Columbus Is Finally Building Rapid Transit After Decades as an Outlier
The East Main Street BRT corridor would connect downtown Columbus to transit-dependent eastern neighborhoods, marking a turning point for the fastest-growing Midwest metro.
Columbus, Ohio has long carried an unlikely distinction: it is the largest American city without a single mile of high-capacity rapid transit. No light rail, no subway, no bus rapid transit. That is now changing.
The Central Ohio Transit Authority is moving into pre-construction on the East Main Street High-Capacity Bus Rapid Transit corridor, hiring a construction manager to help shepherd what would be the region's first modern rapid transit line from concept to reality. The selection of a Construction Manager-at-Risk signals the project has crossed from planning into concrete action, a milestone that transit advocates and community groups along the corridor have waited years to see.
The East Main Street line would run eastward from downtown Columbus through some of the city's most transit-dependent communities: East Columbus, Whitehall, and toward Reynoldsburg. Those neighborhoods are home to large Somali, Bhutanese, Nepali, and Latino populations, many of whom rely on buses to reach jobs across a metro area that has been built almost entirely around cars. Bus rapid transit would bring dedicated lanes, upgraded stations, and signal priority that lets buses move without getting stuck in the same traffic as everyone else.
The urgency has only grown. Columbus is the fastest-growing metro in the Midwest, now home to more than 2.1 million people, with projections pointing toward 3 million by 2050. The region is in the middle of a historic economic boom driven by Intel's $20 billion semiconductor campus in neighboring Licking County, Honda's electric vehicle battery plant, and a wave of logistics operations, all generating tens of thousands of jobs and straining a road network that was never designed to handle this kind of pressure. Traffic on East Main Street and I-70 has worsened steadily.
The East Main Street project is part of COTA's broader LinkUS initiative, a partnership with the City of Columbus, Franklin County, and regional planners that identified several priority BRT corridors. West Broad Street has generally been described as the first line out of the gate, with East Main Street close behind. Federal funding through the Bipartisan Infrastructure Law's transit capital programs is expected to be a significant piece of the financing.

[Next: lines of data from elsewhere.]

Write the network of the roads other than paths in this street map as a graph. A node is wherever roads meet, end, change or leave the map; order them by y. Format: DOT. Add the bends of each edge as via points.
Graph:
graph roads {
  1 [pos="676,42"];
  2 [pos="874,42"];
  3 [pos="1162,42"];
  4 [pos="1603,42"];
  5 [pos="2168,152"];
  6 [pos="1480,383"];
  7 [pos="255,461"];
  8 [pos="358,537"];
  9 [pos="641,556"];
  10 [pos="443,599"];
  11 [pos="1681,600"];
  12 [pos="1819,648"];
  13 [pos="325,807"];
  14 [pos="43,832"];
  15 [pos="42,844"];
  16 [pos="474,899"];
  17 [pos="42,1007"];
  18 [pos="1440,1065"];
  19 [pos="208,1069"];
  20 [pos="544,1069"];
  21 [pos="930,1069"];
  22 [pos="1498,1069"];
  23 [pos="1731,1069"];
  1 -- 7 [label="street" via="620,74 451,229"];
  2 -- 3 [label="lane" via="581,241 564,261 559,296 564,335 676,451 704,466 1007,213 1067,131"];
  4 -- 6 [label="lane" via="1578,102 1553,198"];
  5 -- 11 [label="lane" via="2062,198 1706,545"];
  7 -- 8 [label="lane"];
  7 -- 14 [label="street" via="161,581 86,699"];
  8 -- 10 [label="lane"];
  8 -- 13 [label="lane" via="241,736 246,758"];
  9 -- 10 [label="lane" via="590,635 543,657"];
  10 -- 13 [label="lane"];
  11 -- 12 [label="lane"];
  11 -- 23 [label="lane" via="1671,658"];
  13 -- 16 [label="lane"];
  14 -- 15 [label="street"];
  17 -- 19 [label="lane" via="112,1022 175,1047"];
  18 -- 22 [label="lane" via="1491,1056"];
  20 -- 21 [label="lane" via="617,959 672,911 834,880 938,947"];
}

COTA currently carries roughly 40,000 to 50,000 daily riders on its existing bus network. The agency and its regional partners have framed BRT investment as essential to ensuring the region's growth does not bypass the communities least able to depend on a car.
With a construction manager now being selected, the next major milestone will be setting a guaranteed maximum price and advancing toward a construction start date, steps that will determine how quickly riders on East Main Street see the line in operation.